* _Extracted data entries_
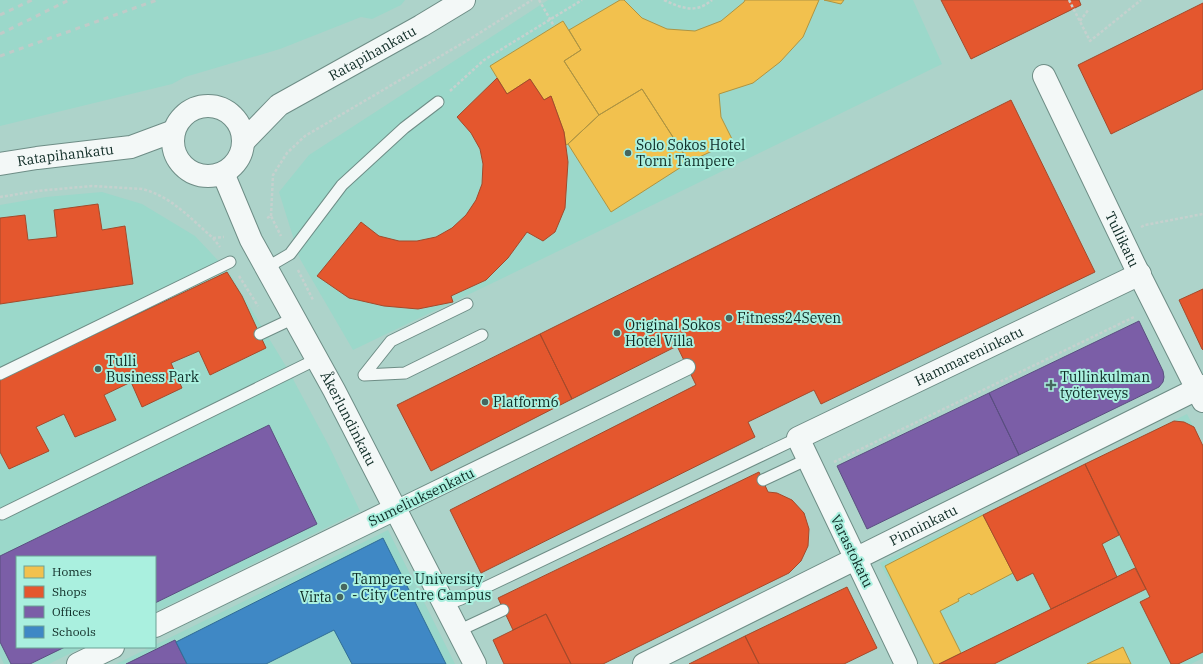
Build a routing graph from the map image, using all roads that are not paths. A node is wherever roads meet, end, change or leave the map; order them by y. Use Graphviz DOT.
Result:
graph roads {
  1 [pos="464,0"];
  2 [pos="1044,76"];
  3 [pos="438,102"];
  4 [pos="279,104"];
  5 [pos="232,114"];
  6 [pos="174,131"];
  7 [pos="244,141"];
  8 [pos="131,147"];
  9 [pos="179,160"];
  10 [pos="0,164"];
  11 [pos="223,173"];
  12 [pos="230,262"];
  13 [pos="266,268"];
  14 [pos="1140,274"];
  15 [pos="466,304"];
  16 [pos="294,318"];
  17 [pos="260,334"];
  18 [pos="482,335"];
  19 [pos="317,359"];
  20 [pos="687,367"];
  21 [pos="0,374"];
  22 [pos="1201,392"];
  23 [pos="798,438"];
  24 [pos="808,459"];
  25 [pos="763,480"];
  26 [pos="395,509"];
  27 [pos="2,514"];
  28 [pos="856,560"];
  29 [pos="445,605"];
  30 [pos="503,610"];
  31 [pos="156,626"];
  32 [pos="458,631"];
  33 [pos="111,648"];
  34 [pos="904,659"];
  35 [pos="78,664"];
  36 [pos="475,664"];
  37 [pos="644,664"];
  1 -- 4 [label="street, Ratapihankatu"];
  2 -- 14 [label="street, Tullikatu"];
  3 -- 13 [label="lane"];
  4 -- 5 [label="street, Ratapihankatu"];
  4 -- 7 [label="street, Ratapihankatu"];
  5 -- 6 [label="street"];
  5 -- 7 [label="street"];
  6 -- 8 [label="street, Ratapihankatu"];
  6 -- 9 [label="street"];
  7 -- 11 [label="street"];
  8 -- 9 [label="street, Ratapihankatu"];
  8 -- 10 [label="street, Ratapihankatu"];
  9 -- 11 [label="street"];
  11 -- 13 [label="street, Åkerlundinkatu"];
  12 -- 21 [label="lane"];
  13 -- 16 [label="street, Åkerlundinkatu"];
  14 -- 22 [label="street, Tullikatu"];
  14 -- 23 [label="street, Hammareninkatu"];
  15 -- 18 [label="lane"];
  16 -- 17 [label="lane"];
  16 -- 19 [label="street, Åkerlundinkatu"];
  19 -- 26 [label="street, Åkerlundinkatu"];
  19 -- 27 [label="lane"];
  20 -- 26 [label="street, Sumeliuksenkatu"];
  22 -- 28 [label="street, Pinninkatu"];
  23 -- 24 [label="street, Varastokatu"];
  23 -- 29 [label="lane"];
  24 -- 25 [label="lane"];
  24 -- 28 [label="street, Varastokatu"];
  26 -- 29 [label="street, Åkerlundinkatu"];
  26 -- 31 [label="street, Sumeliuksenkatu"];
  28 -- 34 [label="street, Varastokatu"];
  28 -- 37 [label="street, Pinninkatu"];
  29 -- 32 [label="street, Åkerlundinkatu"];
  30 -- 32 [label="lane"];
  32 -- 36 [label="street, Åkerlundinkatu"];
  33 -- 35 [label="street"];
}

* _Problem to work on_
Only the pictures are to be left out; write out all the other data exactly.

* _Solution for this problem_
Build a routing graph from the map image, using all roads that are not paths. A node is wherever roads meet, end, change or leave the map; order them by y. Use Graphviz DOT.
Result:
graph roads {
  1 [pos="464,0"];
  2 [pos="1044,76"];
  3 [pos="438,102"];
  4 [pos="279,104"];
  5 [pos="232,114"];
  6 [pos="174,131"];
  7 [pos="244,141"];
  8 [pos="131,147"];
  9 [pos="179,160"];
  10 [pos="0,164"];
  11 [pos="223,173"];
  12 [pos="230,262"];
  13 [pos="266,268"];
  14 [pos="1140,274"];
  15 [pos="466,304"];
  16 [pos="294,318"];
  17 [pos="260,334"];
  18 [pos="482,335"];
  19 [pos="317,359"];
  20 [pos="687,367"];
  21 [pos="0,374"];
  22 [pos="1201,392"];
  23 [pos="798,438"];
  24 [pos="808,459"];
  25 [pos="763,480"];
  26 [pos="395,509"];
  27 [pos="2,514"];
  28 [pos="856,560"];
  29 [pos="445,605"];
  30 [pos="503,610"];
  31 [pos="156,626"];
  32 [pos="458,631"];
  33 [pos="111,648"];
  34 [pos="904,659"];
  35 [pos="78,664"];
  36 [pos="475,664"];
  37 [pos="644,664"];
  1 -- 4 [label="street, Ratapihankatu"];
  2 -- 14 [label="street, Tullikatu"];
  3 -- 13 [label="lane"];
  4 -- 5 [label="street, Ratapihankatu"];
  4 -- 7 [label="street, Ratapihankatu"];
  5 -- 6 [label="street"];
  5 -- 7 [label="street"];
  6 -- 8 [label="street, Ratapihankatu"];
  6 -- 9 [label="street"];
  7 -- 11 [label="street"];
  8 -- 9 [label="street, Ratapihankatu"];
  8 -- 10 [label="street, Ratapihankatu"];
  9 -- 11 [label="street"];
  11 -- 13 [label="street, Åkerlundinkatu"];
  12 -- 21 [label="lane"];
  13 -- 16 [label="street, Åkerlundinkatu"];
  14 -- 22 [label="street, Tullikatu"];
  14 -- 23 [label="street, Hammareninkatu"];
  15 -- 18 [label="lane"];
  16 -- 17 [label="lane"];
  16 -- 19 [label="street, Åkerlundinkatu"];
  19 -- 26 [label="street, Åkerlundinkatu"];
  19 -- 27 [label="lane"];
  20 -- 26 [label="street, Sumeliuksenkatu"];
  22 -- 28 [label="street, Pinninkatu"];
  23 -- 24 [label="street, Varastokatu"];
  23 -- 29 [label="lane"];
  24 -- 25 [label="lane"];
  24 -- 28 [label="street, Varastokatu"];
  26 -- 29 [label="street, Åkerlundinkatu"];
  26 -- 31 [label="street, Sumeliuksenkatu"];
  28 -- 34 [label="street, Varastokatu"];
  28 -- 37 [label="street, Pinninkatu"];
  29 -- 32 [label="street, Åkerlundinkatu"];
  30 -- 32 [label="lane"];
  32 -- 36 [label="street, Åkerlundinkatu"];
  33 -- 35 [label="street"];
}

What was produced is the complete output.